Sunday, January 5, 2014

I'm preparing for an interview so I will post frequently as a recap of the things I revised.
A revisit of the Active Directory configurations and DNS and networking technologies.
Active Directory site topology and replication -
Replication usually from single master server to subordinate servers
Active directory offers multimaster replication; avoids single point of failure
KCC tool sets up and manages the replication connections.
KCC uses two modes - intrasite and intersite.
intrasite is designed to create a minimum latency ring topology between DCs
the intersite uses a spanning tree algorithm with site link metrics.
Replications flows are setup between sites and DFS shares.
By default there's one site created automatically.
Multiple sites can be defined for a single location to segregate resources.
AD sites are defined in terms of a collection of well-connected AD subnets.
Site links connect and DC uses them to cover additional ones including the current site for user logons.
If not all site links are available, bridges are used instead.
Naming contexts are replicated by a domain controller by maintaining a high watermark table
- one each for schema, configuration and domain NCs.
This is based on the highest USNs of the updates.
Conditional Forwarding, delegation options and Dynamic DNS.
CF is the feature that lets name resolution for an ip address to be passed other than the local dns
DNS servers can be primary or secondary
primary stores all the records
secondary gets the contents from primary
The contents of a zone file are stored hierarchically
This structure can be replicated among all the DCs.
It is updated via LDAP operations or DDNS (must have AD integration)
A common misconfiguration issues is the island issue when ip address for a DNS changes
and it is updated only locally. To do a global update instead, they must point to a root server other than themselves.
Delegation options are granted to DNS servers or DCs.
Simple is when DNS namespaces are delegated to DCs and DC hosts a DNS zone.
The records in a DNS server as opposed to DC are autonomously managed.
DNS servers need to allow DDNS by DC
DC does DDNS to prevent updates to the DNS records in the server.
Support and maintenance is minimal with DDNS.
Standalone AD is used to create test or lab networks.
A forest is created, a DC is assigned, DNS Service is installed.
DNS zone is added, unresolved requests are forwarded to an existing corporate server
The primary DNS for all clients point to the DC.
Background loading of DNS Zones makes it even easier to load DNS zones while keeping the zone available for dns updates / queries.

Algorithms and data structures:
1) Quicksort - defined as
Partition
Quicksort one side
Quicksort other side

Partition works something like this
x is the value of the partition candidate A[r] in A[p,r]
i,j indexes are maintained
j iterates from first to the last but one
i lags behind j
i and j bound the values higher than the partition candidate x

Radix sort - based on significant digits starting from right to left.

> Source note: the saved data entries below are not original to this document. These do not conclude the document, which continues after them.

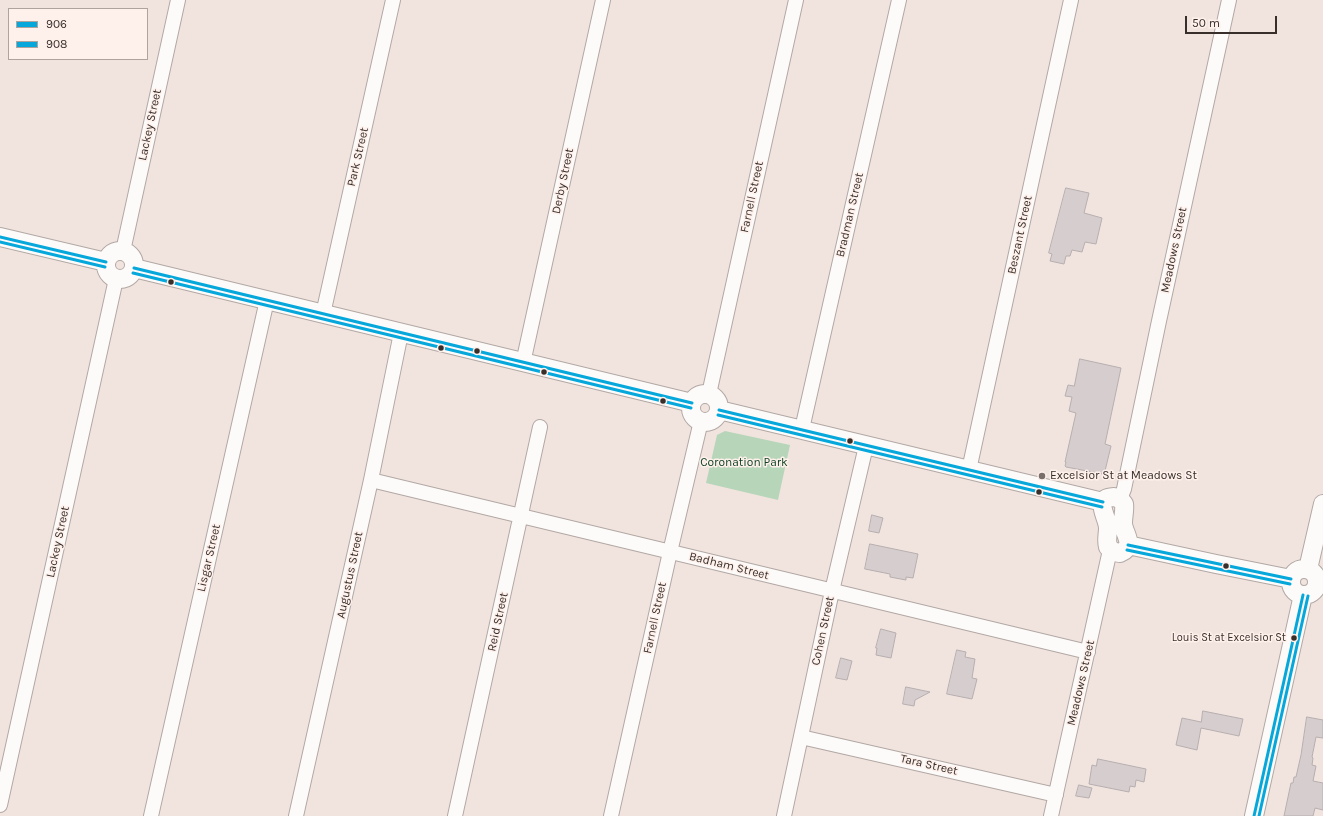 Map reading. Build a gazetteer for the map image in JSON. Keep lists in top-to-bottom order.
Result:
{
  "streets": {
    "street": [
      "Lackey Street",
      "Park Street",
      "Derby Street",
      "Farnell Street",
      "Bradman Street",
      "Beszant Street",
      "Meadows Street",
      "Lisgar Street",
      "Badham Street",
      "Augustus Street",
      "Reid Street",
      "Cohen Street",
      "Tara Street"
    ]
  },
  "crossings": [
    ["Farnell Street", "Badham Street"],
    ["Meadows Street", "Badham Street"],
    ["Meadows Street", "Tara Street"],
    ["Badham Street", "Augustus Street"],
    ["Badham Street", "Reid Street"],
    ["Badham Street", "Cohen Street"],
    ["Cohen Street", "Tara Street"]
  ],
  "parks": ["Coronation Park"],
  "places": ["Excelsior St at Meadows St", "Louis St at Excelsior St"],
  "lines": ["transit line 906", "transit line 908"],
  "legend": ["906", "908"],
  "scale_bar": "50 m"
} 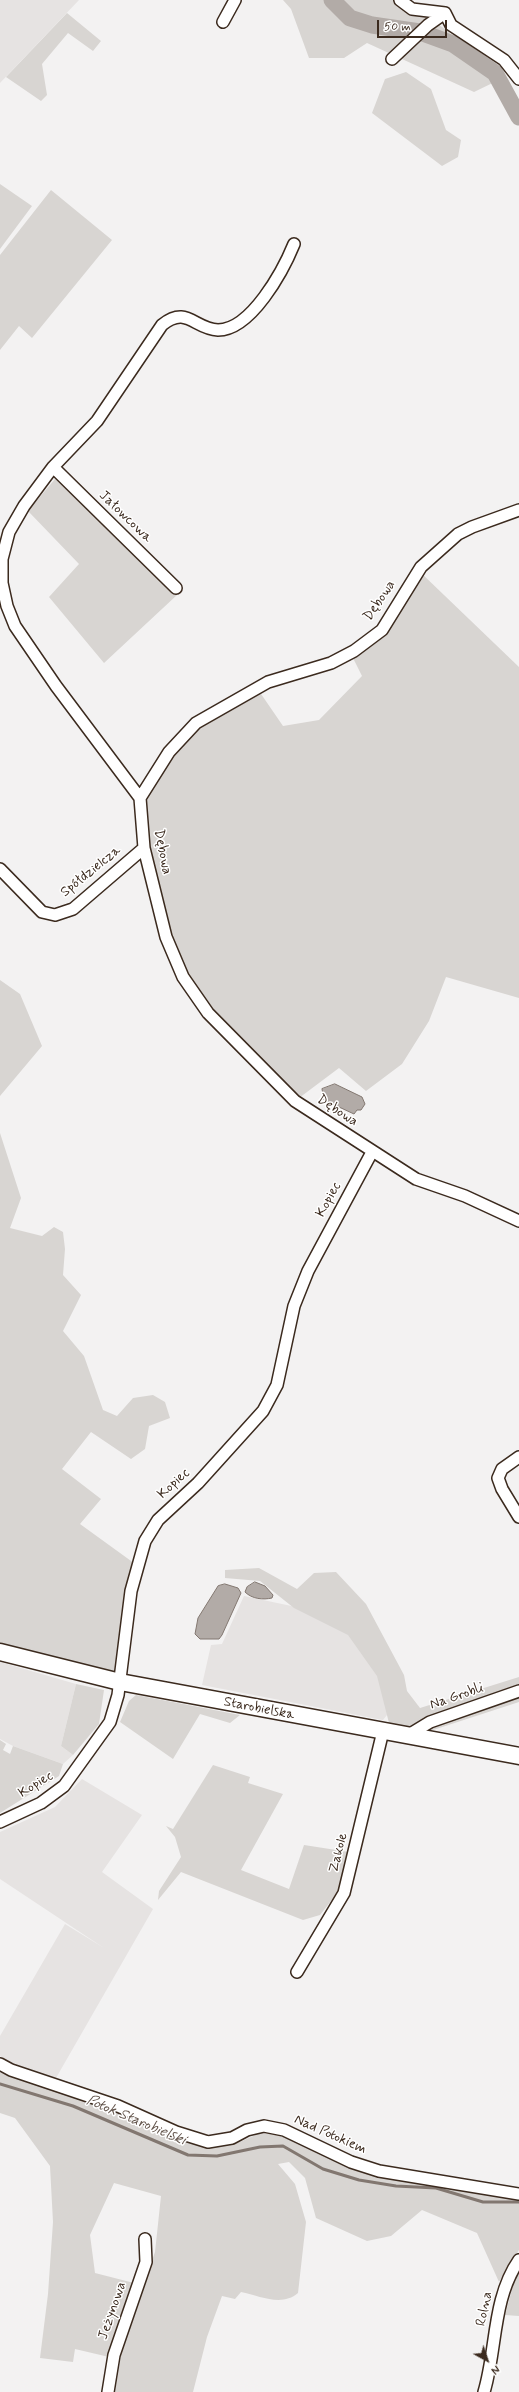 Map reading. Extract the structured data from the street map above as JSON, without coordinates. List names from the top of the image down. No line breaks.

Insertion sort - think sorted list or arranging a deck of cards.
Merge sort - -
Mergesort A,p,q,r
Mergesort A,q +1, r
Merge A,p,q,r
bottom up merge and at each step sort the contents on merge
for k from p to r
if L[i] < R[j]
A[k] = L[i] i = i + 1
else
A[k] = R[j] j = j + 1

HeapSort O(nlogn)
uses a heap
Parent(i) = i/2
Left(i) = 2i
Right(i) = 2i + 1
for i from length(a)/2 downto 1
do Max-Heapify(A,i)
Max-Heapify is recursive

Tree-Successor : return minimum on the right sub tree or keep climbing the parents until the given node is descended from the left

Tree - predecessor : return maximum on left subtree or keep climbing until the given node is descended from the right.

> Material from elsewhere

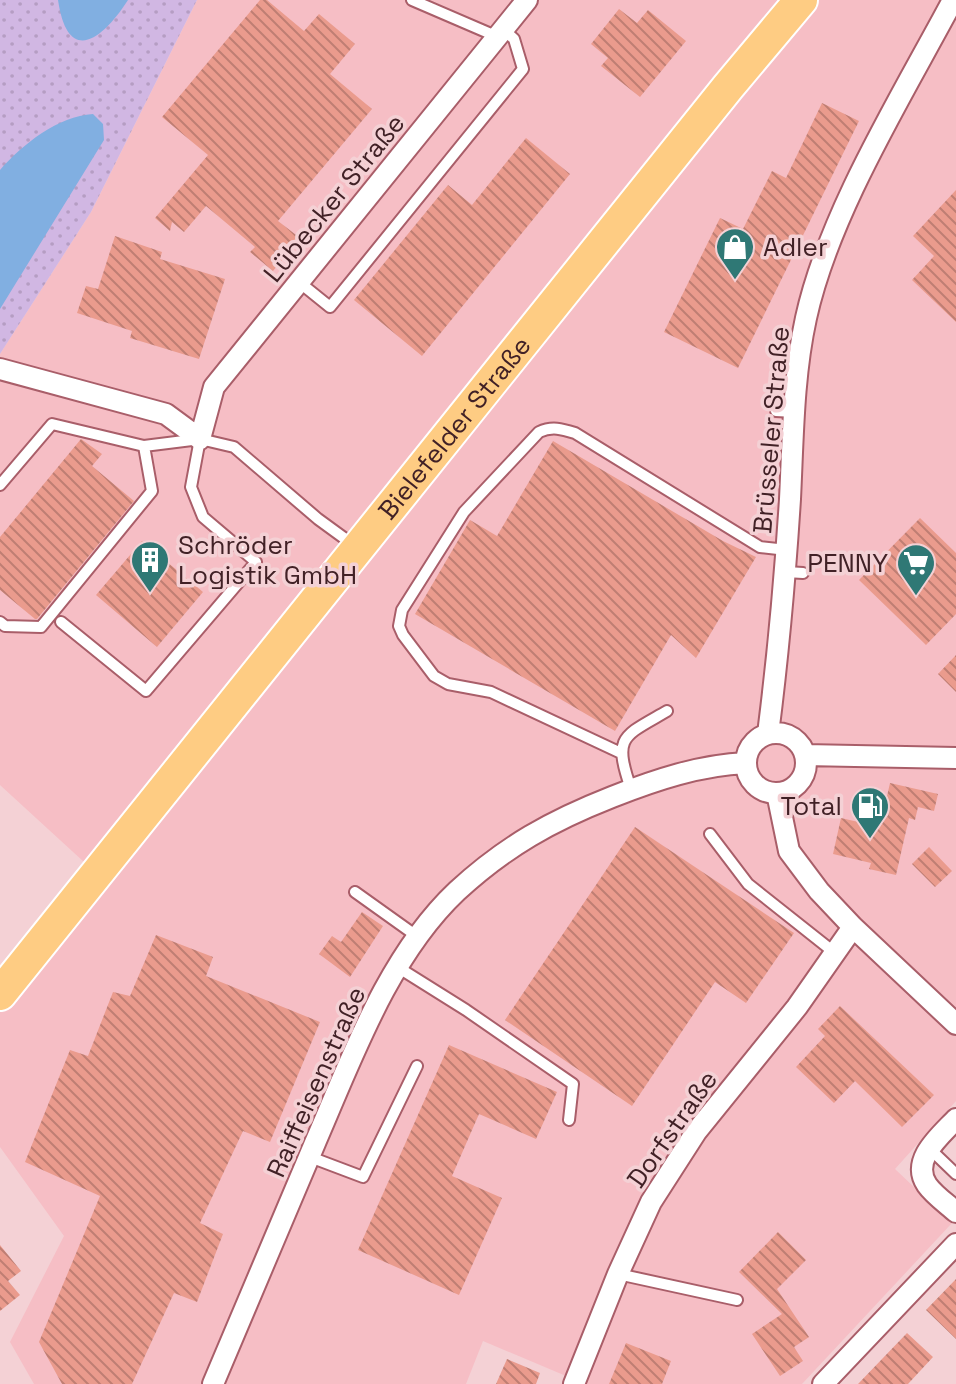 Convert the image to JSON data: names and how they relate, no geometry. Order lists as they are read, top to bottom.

Tree-delete uses tree-successor.
Tree-Insert walk down the tree to find the value less than the key, then insert there
Tree - Delete depends on how many children the target z has. if z has no children, we just remove it. If z has only one child, we splice out z If z has two children, we splice out its successor y which has at most one child.
Red-black tree insert and delete is even more interesting.